_DATA FOR THIS EXERCISE_
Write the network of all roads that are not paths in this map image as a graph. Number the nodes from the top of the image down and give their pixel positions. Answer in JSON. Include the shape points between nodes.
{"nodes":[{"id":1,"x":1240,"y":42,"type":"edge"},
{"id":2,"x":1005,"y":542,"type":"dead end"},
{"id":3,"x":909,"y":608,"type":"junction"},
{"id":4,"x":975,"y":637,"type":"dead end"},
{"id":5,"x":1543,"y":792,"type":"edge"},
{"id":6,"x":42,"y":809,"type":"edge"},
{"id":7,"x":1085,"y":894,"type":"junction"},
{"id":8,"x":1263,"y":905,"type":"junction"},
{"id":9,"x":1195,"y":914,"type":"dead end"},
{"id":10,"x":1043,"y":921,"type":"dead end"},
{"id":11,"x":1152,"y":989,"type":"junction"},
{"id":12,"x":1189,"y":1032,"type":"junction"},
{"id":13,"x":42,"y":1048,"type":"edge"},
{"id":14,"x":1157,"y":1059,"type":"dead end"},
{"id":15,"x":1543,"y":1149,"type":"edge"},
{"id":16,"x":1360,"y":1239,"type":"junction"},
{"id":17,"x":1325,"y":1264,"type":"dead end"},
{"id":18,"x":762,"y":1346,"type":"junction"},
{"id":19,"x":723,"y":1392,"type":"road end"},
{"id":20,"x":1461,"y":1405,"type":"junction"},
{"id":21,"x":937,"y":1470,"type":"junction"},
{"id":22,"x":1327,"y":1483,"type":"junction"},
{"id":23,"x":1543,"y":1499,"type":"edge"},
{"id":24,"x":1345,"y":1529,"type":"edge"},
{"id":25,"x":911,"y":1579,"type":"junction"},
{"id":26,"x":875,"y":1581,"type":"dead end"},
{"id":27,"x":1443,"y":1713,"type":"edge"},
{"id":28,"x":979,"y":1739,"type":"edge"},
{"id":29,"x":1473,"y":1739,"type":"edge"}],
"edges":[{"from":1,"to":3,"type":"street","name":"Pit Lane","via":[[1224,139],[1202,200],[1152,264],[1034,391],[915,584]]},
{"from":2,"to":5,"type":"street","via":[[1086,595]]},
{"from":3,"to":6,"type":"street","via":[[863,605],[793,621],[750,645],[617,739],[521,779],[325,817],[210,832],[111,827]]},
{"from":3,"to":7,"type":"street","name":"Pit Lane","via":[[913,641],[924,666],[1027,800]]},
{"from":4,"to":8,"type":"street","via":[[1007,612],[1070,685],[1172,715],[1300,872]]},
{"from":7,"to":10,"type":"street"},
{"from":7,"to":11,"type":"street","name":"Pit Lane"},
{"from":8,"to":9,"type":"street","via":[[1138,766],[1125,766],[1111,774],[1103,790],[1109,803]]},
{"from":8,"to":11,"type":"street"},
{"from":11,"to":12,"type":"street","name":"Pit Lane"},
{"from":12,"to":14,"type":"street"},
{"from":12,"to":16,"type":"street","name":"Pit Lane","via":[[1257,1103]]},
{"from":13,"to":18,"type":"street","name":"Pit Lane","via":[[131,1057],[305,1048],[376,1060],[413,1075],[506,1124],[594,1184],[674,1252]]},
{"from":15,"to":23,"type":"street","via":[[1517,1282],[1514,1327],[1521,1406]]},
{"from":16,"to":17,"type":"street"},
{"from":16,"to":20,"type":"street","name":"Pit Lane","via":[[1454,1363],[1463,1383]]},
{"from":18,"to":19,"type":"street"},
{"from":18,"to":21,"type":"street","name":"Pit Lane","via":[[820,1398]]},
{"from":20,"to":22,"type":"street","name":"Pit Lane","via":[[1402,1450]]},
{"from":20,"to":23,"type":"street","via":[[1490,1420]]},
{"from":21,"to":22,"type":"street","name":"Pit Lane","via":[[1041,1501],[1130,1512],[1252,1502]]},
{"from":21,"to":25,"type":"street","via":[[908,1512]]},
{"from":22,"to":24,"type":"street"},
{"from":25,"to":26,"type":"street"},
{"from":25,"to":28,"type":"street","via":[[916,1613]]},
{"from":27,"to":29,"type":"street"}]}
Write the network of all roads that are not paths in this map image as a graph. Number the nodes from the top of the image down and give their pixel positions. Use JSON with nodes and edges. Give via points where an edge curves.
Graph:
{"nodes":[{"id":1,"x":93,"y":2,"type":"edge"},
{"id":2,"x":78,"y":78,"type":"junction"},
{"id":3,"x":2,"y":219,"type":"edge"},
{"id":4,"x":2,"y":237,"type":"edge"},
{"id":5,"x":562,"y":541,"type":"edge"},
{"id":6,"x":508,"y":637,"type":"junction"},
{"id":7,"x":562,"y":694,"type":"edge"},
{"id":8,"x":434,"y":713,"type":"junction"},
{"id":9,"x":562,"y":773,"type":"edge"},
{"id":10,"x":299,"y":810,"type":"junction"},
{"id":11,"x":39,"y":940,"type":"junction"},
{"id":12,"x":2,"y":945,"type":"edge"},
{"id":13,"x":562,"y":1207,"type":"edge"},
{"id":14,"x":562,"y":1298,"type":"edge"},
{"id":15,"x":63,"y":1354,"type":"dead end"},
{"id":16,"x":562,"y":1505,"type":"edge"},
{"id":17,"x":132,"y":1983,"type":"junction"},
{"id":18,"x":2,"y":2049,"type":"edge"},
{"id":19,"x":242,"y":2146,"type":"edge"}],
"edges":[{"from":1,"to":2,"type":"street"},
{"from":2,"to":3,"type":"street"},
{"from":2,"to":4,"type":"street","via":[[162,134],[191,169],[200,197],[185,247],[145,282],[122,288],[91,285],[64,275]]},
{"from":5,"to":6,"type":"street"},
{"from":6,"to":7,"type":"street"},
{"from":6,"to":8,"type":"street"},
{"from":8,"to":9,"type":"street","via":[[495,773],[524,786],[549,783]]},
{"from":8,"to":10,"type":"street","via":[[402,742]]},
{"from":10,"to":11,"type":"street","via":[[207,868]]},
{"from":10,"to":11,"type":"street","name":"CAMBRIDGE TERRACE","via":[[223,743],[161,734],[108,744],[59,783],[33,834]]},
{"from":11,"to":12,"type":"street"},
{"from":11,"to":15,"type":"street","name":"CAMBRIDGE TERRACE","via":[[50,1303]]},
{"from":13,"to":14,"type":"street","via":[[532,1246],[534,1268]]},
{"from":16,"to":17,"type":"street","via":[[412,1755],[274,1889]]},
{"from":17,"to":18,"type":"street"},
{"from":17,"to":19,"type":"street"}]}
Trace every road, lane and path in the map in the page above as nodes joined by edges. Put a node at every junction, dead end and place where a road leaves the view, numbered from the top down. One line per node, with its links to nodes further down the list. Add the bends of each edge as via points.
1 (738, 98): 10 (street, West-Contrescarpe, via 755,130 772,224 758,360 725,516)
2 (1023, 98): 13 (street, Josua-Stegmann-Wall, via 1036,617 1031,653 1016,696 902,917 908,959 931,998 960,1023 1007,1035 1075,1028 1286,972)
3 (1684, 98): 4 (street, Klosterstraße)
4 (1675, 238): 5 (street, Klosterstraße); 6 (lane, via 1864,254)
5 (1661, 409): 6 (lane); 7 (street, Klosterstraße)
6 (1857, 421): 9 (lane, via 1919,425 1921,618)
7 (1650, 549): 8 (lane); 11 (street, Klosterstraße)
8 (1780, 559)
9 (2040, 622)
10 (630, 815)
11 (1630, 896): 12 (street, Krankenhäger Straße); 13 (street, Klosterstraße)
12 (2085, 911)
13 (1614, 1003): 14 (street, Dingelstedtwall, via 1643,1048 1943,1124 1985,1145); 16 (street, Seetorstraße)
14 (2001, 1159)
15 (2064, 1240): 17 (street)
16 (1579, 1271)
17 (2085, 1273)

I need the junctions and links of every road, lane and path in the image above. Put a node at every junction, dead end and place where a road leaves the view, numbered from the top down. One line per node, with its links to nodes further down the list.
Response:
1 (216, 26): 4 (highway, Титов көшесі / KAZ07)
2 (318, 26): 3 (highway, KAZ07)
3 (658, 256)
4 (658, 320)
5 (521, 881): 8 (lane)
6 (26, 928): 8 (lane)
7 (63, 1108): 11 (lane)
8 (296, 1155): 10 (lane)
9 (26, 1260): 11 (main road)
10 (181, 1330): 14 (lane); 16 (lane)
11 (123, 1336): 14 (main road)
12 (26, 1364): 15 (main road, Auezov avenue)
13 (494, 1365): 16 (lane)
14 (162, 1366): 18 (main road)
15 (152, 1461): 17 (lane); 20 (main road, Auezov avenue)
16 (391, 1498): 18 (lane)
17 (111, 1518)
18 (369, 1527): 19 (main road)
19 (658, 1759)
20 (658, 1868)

_EXERCISE_
Read the data above and pull out each line that holds the string "paths".

_OUTPUT OF THE EXERCISE_
Write the network of all roads that are not paths in this map image as a graph. Number the nodes from the top of the image down and give their pixel positions. Answer in JSON. Include the shape points between nodes.
Write the network of all roads that are not paths in this map image as a graph. Number the nodes from the top of the image down and give their pixel positions. Use JSON with nodes and edges. Give via points where an edge curves.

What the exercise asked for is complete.